§ Brief:
From the entries that follow, extract each line holding the string "Parshuram".
++++++++++
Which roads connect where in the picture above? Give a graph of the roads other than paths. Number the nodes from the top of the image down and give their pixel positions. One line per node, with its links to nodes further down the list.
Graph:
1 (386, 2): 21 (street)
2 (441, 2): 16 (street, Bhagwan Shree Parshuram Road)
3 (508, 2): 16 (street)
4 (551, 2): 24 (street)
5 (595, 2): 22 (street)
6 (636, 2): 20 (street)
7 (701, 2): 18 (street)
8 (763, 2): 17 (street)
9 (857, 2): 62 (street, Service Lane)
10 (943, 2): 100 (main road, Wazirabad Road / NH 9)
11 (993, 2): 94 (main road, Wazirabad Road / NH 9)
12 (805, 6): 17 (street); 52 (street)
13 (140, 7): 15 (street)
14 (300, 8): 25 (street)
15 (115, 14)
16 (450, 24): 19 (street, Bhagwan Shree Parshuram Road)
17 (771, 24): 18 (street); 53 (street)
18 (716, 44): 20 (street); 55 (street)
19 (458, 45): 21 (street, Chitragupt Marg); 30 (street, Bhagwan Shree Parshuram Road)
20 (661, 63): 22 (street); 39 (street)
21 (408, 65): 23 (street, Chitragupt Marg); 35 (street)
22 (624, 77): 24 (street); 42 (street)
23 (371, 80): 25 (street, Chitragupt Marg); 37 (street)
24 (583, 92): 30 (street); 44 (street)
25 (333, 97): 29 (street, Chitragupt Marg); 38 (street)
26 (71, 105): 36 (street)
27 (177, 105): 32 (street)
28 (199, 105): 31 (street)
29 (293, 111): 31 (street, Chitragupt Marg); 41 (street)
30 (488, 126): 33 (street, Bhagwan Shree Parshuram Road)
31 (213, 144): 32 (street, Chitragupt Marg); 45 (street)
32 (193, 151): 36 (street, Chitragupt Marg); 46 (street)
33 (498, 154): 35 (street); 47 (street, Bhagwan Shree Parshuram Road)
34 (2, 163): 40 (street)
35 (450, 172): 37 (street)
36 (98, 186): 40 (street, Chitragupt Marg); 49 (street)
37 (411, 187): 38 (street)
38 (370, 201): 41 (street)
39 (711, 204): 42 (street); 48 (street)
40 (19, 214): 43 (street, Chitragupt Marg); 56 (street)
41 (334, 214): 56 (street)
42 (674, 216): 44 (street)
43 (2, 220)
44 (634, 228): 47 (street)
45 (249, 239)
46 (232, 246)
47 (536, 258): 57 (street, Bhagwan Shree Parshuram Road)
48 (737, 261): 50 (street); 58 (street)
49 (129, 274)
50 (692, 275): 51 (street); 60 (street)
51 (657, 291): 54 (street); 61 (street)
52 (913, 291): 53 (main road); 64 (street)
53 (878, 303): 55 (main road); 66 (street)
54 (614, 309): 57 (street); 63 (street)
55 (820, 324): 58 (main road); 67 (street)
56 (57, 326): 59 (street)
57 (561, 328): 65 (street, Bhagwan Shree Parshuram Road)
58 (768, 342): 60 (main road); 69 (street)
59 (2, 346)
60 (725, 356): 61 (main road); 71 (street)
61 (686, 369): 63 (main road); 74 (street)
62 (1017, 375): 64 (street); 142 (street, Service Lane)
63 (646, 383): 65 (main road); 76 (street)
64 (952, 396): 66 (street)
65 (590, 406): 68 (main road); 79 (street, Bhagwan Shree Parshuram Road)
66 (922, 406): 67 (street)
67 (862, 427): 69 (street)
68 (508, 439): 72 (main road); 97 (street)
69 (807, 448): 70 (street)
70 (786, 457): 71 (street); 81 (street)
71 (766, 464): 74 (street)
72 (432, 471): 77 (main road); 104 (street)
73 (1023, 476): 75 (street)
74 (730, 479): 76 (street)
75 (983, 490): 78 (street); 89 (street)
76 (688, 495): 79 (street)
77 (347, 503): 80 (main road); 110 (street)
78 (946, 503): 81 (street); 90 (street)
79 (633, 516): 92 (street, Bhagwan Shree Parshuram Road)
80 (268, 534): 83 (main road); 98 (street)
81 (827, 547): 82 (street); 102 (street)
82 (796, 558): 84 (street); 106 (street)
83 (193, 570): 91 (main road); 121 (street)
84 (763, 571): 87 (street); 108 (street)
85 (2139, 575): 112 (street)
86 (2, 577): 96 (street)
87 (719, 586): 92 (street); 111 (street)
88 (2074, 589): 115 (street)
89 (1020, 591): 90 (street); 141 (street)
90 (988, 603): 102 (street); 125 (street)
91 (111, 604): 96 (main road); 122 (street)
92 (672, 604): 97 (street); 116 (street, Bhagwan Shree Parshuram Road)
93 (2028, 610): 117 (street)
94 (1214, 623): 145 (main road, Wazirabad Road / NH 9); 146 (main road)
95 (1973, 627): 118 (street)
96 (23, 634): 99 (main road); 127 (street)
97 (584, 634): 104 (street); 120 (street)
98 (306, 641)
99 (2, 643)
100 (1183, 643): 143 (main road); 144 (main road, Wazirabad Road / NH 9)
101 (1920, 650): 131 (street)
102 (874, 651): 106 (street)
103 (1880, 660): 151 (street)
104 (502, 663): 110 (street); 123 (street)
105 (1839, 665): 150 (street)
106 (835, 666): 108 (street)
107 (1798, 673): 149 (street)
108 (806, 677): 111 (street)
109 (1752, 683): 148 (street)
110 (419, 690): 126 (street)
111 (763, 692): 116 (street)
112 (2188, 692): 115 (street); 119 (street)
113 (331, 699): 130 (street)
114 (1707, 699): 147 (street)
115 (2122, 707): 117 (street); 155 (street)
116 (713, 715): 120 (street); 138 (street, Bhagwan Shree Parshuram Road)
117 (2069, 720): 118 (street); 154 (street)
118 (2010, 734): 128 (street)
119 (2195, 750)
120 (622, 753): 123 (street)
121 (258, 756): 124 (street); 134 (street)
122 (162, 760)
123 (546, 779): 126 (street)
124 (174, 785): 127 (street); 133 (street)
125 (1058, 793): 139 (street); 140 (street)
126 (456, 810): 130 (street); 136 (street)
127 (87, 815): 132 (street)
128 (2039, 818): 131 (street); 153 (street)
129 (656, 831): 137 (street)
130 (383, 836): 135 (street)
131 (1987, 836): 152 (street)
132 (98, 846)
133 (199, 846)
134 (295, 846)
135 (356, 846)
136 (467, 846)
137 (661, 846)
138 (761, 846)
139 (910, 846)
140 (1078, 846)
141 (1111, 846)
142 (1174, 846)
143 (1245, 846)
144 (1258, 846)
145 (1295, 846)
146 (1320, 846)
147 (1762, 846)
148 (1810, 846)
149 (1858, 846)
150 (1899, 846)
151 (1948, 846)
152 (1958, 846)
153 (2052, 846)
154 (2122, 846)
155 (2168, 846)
++++++++++
§ Exercise solution:
2 (441, 2): 16 (street, Bhagwan Shree Parshuram Road)
16 (450, 24): 19 (street, Bhagwan Shree Parshuram Road)
19 (458, 45): 21 (street, Chitragupt Marg); 30 (street, Bhagwan Shree Parshuram Road)
30 (488, 126): 33 (street, Bhagwan Shree Parshuram Road)
33 (498, 154): 35 (street); 47 (street, Bhagwan Shree Parshuram Road)
47 (536, 258): 57 (street, Bhagwan Shree Parshuram Road)
57 (561, 328): 65 (street, Bhagwan Shree Parshuram Road)
65 (590, 406): 68 (main road); 79 (street, Bhagwan Shree Parshuram Road)
79 (633, 516): 92 (street, Bhagwan Shree Parshuram Road)
92 (672, 604): 97 (street); 116 (street, Bhagwan Shree Parshuram Road)
116 (713, 715): 120 (street); 138 (street, Bhagwan Shree Parshuram Road)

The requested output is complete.